Opor a esses fanáticos o livre pensar e
palavras de ordem pacifistas é como propor aos fascistas que tolerassem a
resistência pacífica de um Gandhi ou de um Martin Luther King. Estes dois não
durariam uma semana nas praças de Berlim sob o nazifascismo.
É
preciso compreender, sem justificar jamais, a natureza do terrorismo atual e de
seus efeitos.
Comecemos pelos efeitos. Duas
conseqüências óbvias serão, primeiro, o fortalecimento do discurso soreliano da
violência na ultra direita da Europa, com o crescimento do poder dos
neofascistas na França e de seus apoiadores em toda parte; em segundo, o enfraquecimento a curto prazo da
causa palestina, favorecendo a extrema direita que governa Israel e cujos
organismos judaicos na França chegaram ao ponto de se aliar com a Frente Nacional
da feroz Anne Marie Le Pen, tradicional ninho de cobras anti-semitas, a fim de
combater o islamismo e a imigração árabe.

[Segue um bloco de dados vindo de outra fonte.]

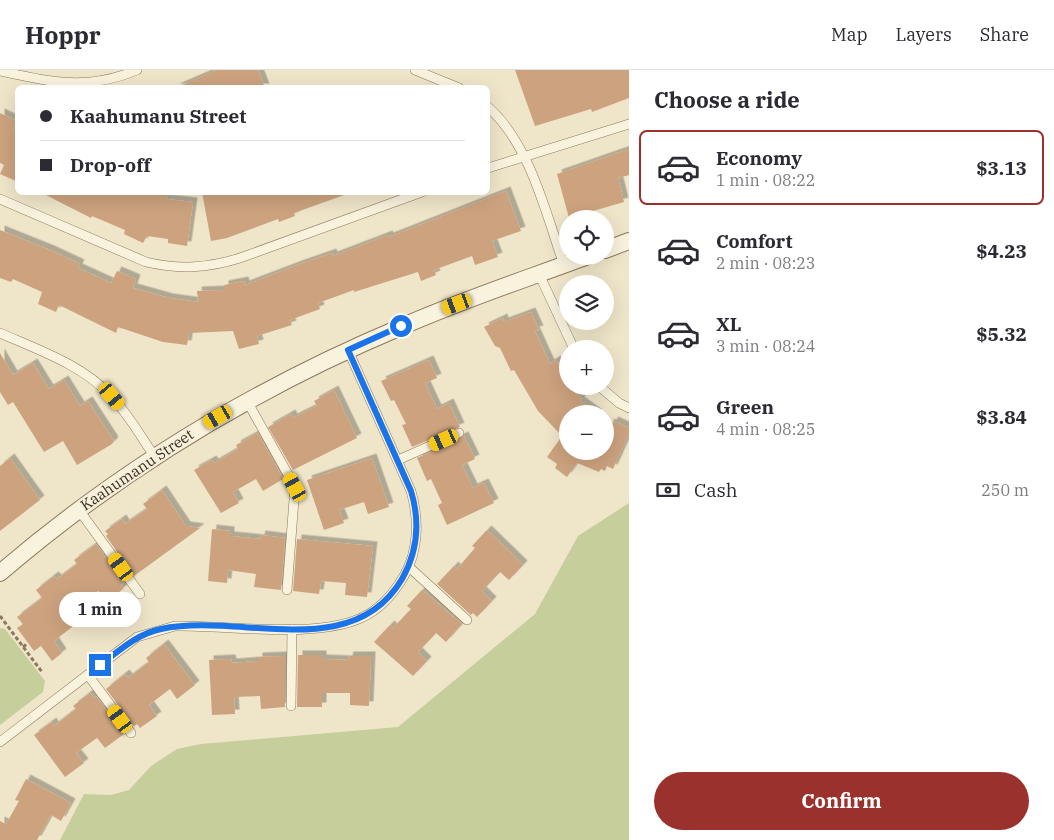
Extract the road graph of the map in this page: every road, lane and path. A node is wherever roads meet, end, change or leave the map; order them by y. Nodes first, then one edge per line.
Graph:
1 (137, 70) edge
2 (415, 70) edge
3 (0, 71) edge
4 (452, 85) edge
5 (490, 109) edge
6 (629, 124) edge
7 (524, 156) junction
8 (490, 167) edge
9 (414, 195) edge
10 (0, 199) edge
11 (629, 241) edge
12 (614, 247) edge
13 (559, 251) edge
14 (564, 265) edge
15 (539, 274) junction
16 (0, 332) edge
17 (570, 340) edge
18 (348, 350) junction
19 (610, 395) edge
20 (247, 401) junction
21 (629, 408) edge
22 (460, 433) dead end
23 (154, 457) junction
24 (398, 460) junction
25 (78, 510) junction
26 (409, 567) junction
27 (0, 572) edge
28 (287, 590) dead end
29 (140, 594) dead end
30 (0, 616) edge
31 (467, 620) dead end
32 (292, 629) junction
33 (28, 643) dead end
34 (24, 647) junction
35 (42, 672) dead end
36 (88, 675) junction
37 (291, 706) dead end
38 (132, 734) dead end
39 (0, 742) edge

1 - 3 lane
2 - 4 lane
5 - 7 lane
6 - 7 lane
7 - 8 lane
7 - 13 lane
9 - 10 lane
11 - 12 street
14 - 15 street, Kaahumanu Street
15 - 17 lane
15 - 18 street, Kaahumanu Street
16 - 23 lane
18 - 20 street, Kaahumanu Street
18 - 24 lane
19 - 21 lane
20 - 23 street, Kaahumanu Street
20 - 28 lane
22 - 24 lane
23 - 25 street, Kaahumanu Street
24 - 26 lane
25 - 27 street, Kaahumanu Street
25 - 29 lane
26 - 31 lane
26 - 32 lane
30 - 34 path
32 - 36 lane
32 - 37 lane
33 - 34 path
34 - 35 path
36 - 38 lane
36 - 39 lane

O paradoxo da união entre fascistas e
judeus contra o movimento palestino não é o único suscitado pela radicalização
facilitada pelo estúpido terrorismo. O outro é o surgimento de uma frente ampla
envolvendo direita e esquerda na contenção dos radicais islâmicos, deteriorando
a luta política pelos direitos humanos dos imigrantes e vítimas da perseguição
racista.
O terror não vai ceder com passeatas,
ainda que uma união das pessoas civilizadas seja importante. Mas, quando se vê
nas passeatas representantes de Estados terroristas, chega a ser desanimador!
Também não será contido com mais
violência "defensiva" dos pilares da civilização.
O terrorismo é a forma da ação política no
século XXI. É uma forma limite, na falta de eficácia real da representação. Os
radicais islâmicos usam a tecnologia ocidental, o caráter espetaculoso dos
meios de comunicação, a instantaneidade e o morticínio contra o próprio
Ocidente, cortando os caminhos de qualquer representação possível. Para
combatê-los, temos insistido-- é necessária uma profunda mudança política não
só nas relações de forças internacionais , mas nas estruturas da própria
política do Ocidente.
Se não houver uma mudança na consciência e
na prática política entre nós, ocidentais, o terrorismo continuará a fazer mais
vitimas.
Albert Camus dizia que o Século XX foi o
século do medo, em função da Guerra Fria
e da bomba atômica. O século XXI é o século do terror, em decorrência da
desigualdade social em escala planetária, da ganância imperialista e da falta
de participação popular nas decisões.